True Mardi Gras Spirit
Centurions showed true generosity not only for its own members but also for a krewe of special-needs adults at the Magnolia School, which Centurions sponsored on a float this year for the first time. Captain Norman Bourgeois noted that many of his krewe members had suffered from the storm, and other members banded together to help them out. He adds that the group from Magnolia School had "the greatest time just getting on the float. They were laughing, smiling, and really appreciating being there." Centurions' theme, "Centurions Enjoys New Orleans," evoked nostalgic memories for those missing the Crescent City -- and gave a special group of revelers some brand-new memories as well.
In Good Humor
Some of the krewes' Katrina references were subtler than others. Babylon's "Out From Under" theme started off with a banner thanking the New Orleans Police Department, and proceeded with a line of floats named for mean-looking sea creatures. While "Manta Ray" didn't exactly feature Hizzoner's mug, we got the message. Chaos' messages were more blunt: the "Pump-ty Dumb-ty" float balanced an egg-shaped Aaron Broussard on a pumping station, while the "Corpse of Engineers" showed gushing levee breaches. And, of course, there were those "Chocolate City" references: Chaos' "Chocolate Divinity" showed someone drowning in a vat of chocolate; d'état's riders threw edible chocolate doubloons wrapped in shiny foil, and its "Backstroke" float displayed Ray Nagin as Willy Wonka trying to crawfish away from his awkward remark.

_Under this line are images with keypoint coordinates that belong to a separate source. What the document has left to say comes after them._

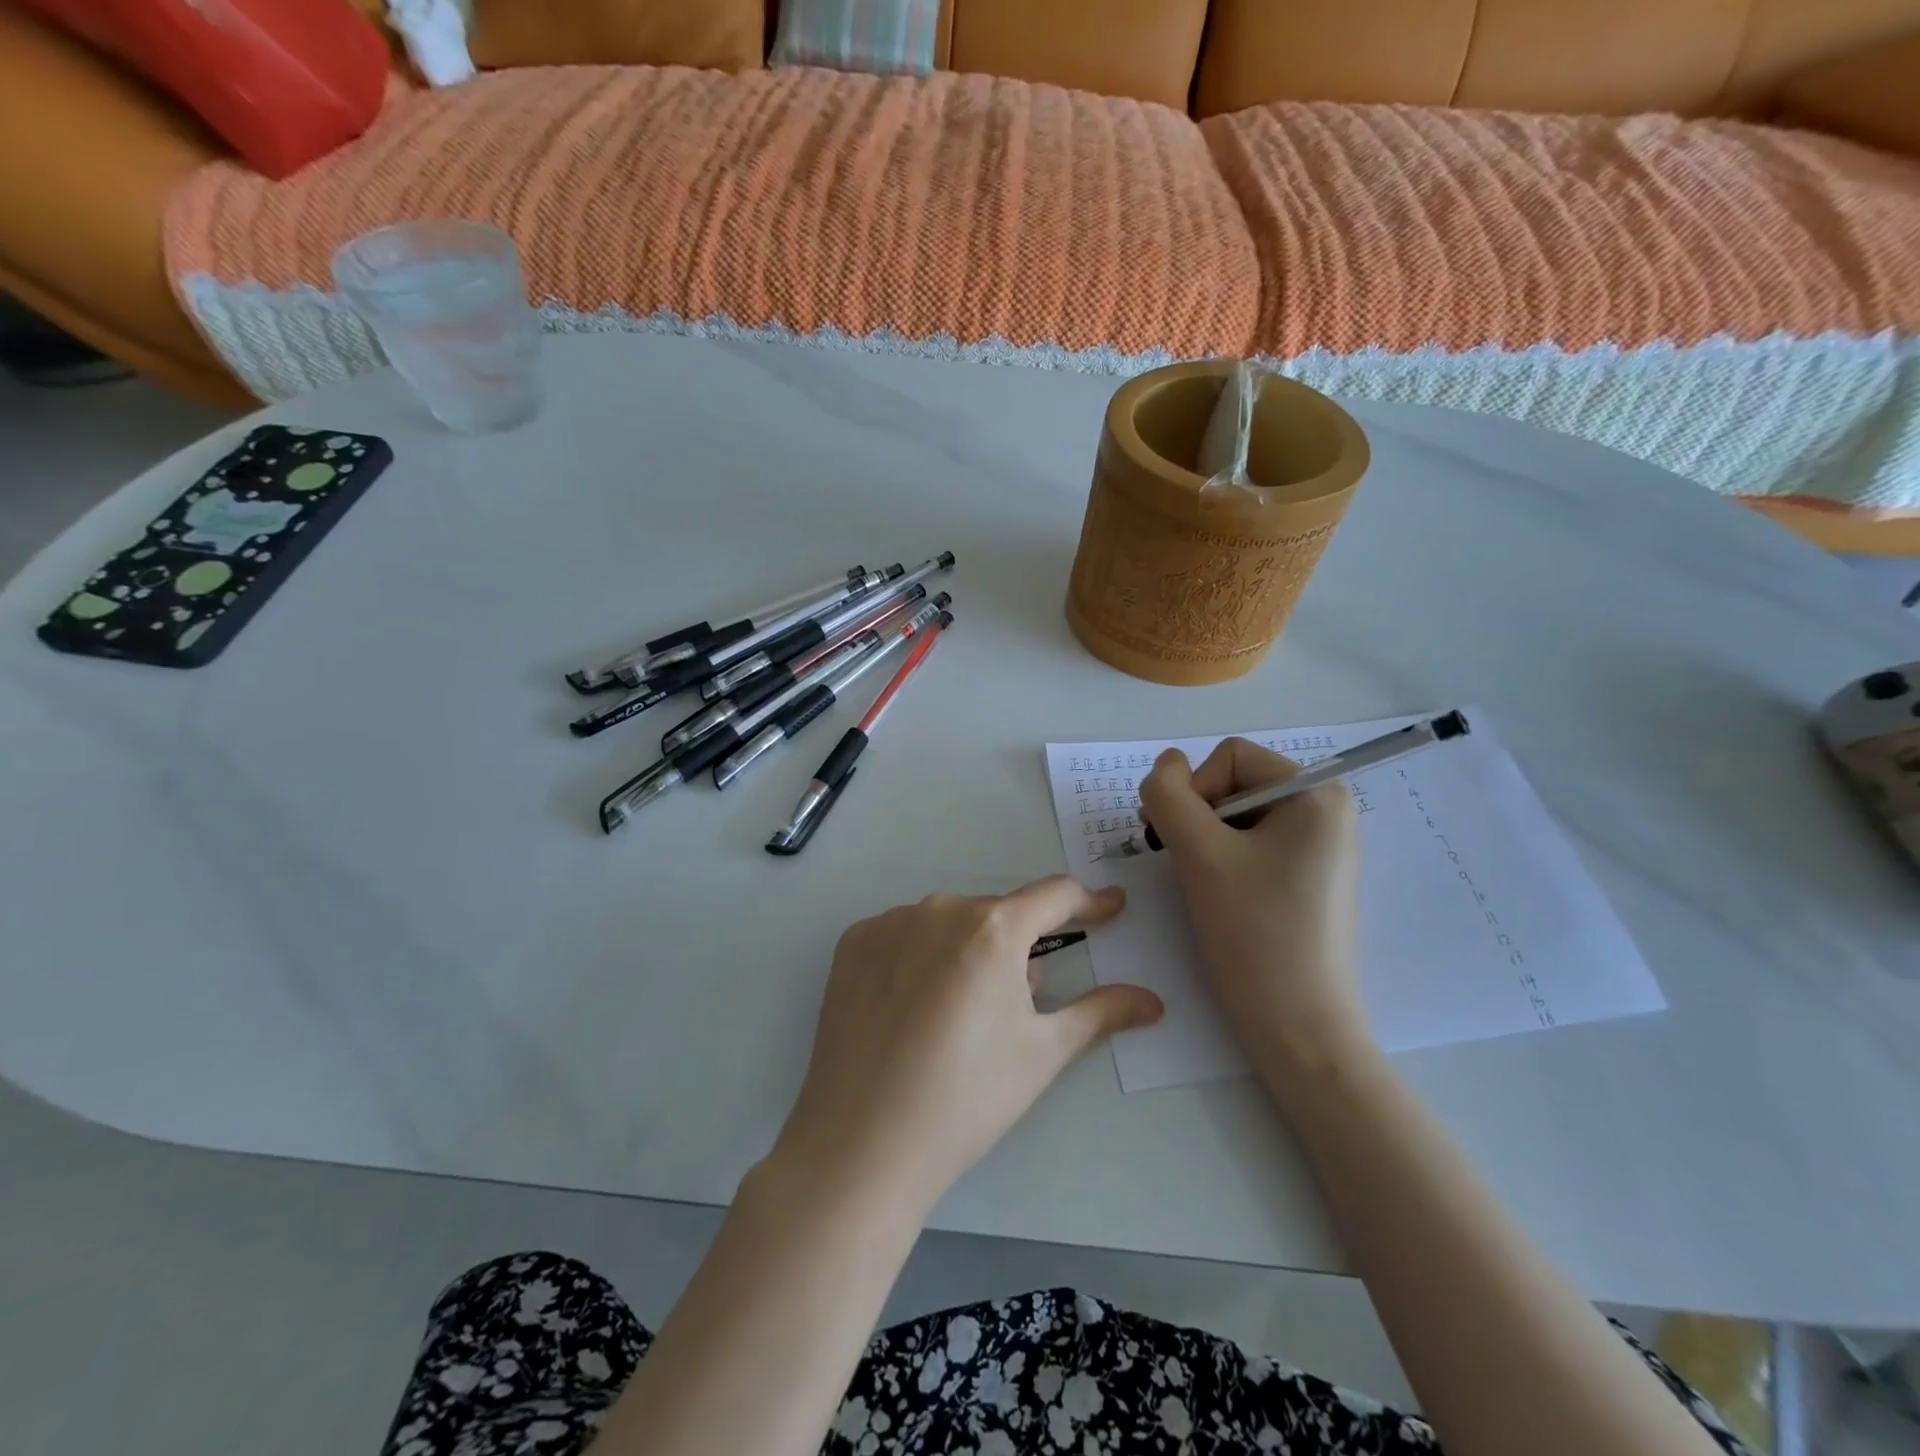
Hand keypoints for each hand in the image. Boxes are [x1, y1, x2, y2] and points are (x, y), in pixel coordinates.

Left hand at [769, 877, 1162, 1213]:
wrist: (861, 1144)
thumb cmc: (967, 1098)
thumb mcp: (1043, 1054)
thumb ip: (1101, 1013)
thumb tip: (1152, 1001)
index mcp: (993, 928)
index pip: (1054, 896)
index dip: (1089, 904)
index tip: (1110, 907)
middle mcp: (939, 908)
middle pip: (998, 915)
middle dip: (1020, 947)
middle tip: (1021, 1002)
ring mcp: (889, 922)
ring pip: (949, 924)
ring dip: (968, 951)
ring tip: (961, 1015)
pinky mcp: (852, 943)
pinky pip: (903, 935)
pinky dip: (920, 957)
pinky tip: (913, 1007)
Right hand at [1138, 739, 1371, 1086]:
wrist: (1299, 1028)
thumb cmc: (1255, 933)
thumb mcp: (1200, 854)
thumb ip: (1169, 796)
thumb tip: (1166, 764)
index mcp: (1317, 793)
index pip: (1230, 757)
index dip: (1194, 791)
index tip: (1183, 843)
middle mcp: (1327, 810)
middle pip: (1235, 783)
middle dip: (1198, 818)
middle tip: (1184, 864)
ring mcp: (1321, 847)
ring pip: (1237, 817)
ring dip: (1205, 842)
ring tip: (1203, 885)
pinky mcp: (1309, 878)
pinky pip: (1253, 845)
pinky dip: (1223, 861)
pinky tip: (1222, 897)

While it's often sad to see the last float of a great parade pass, the final float of the Krewe of Muses this year left crowds silent because of its poignancy. Muses dedicated the last float of its parade to those taken away by Hurricane Katrina and symbolized their absence by leaving the float devoid of riders. Ghostly white blossoms and a design that looked like flowing water decorated its flanks and at its stern was a banner that read: "We celebrate life. We mourn the past. We shall never forget." The Grecian bust at the prow of the float had a prominent papier mach tear beneath her eye. In the wake of this float, some onlookers had real ones filling their own.
Two heads may be better than one, but on Mardi Gras sometimes two wheels can be better than four. That was certainly the consensus of a group of bicyclists known as the Krewe of Bikeus, established in 2002 when its leaders formalized an efficient way to get around town on Fat Tuesday. Two dozen people pedaled over to Pal's Lounge in Faubourg St. John at 7 a.m. for a coronation ceremony as local bassist Robert Savoy and his wife Roquel were named king and queen. Riders were costumed, and so were many of their bicycles. En route to an Uptown house party for the Zulu parade, Bikeus rolled down St. Charles Avenue, tossing beads to early risers behind the barricades.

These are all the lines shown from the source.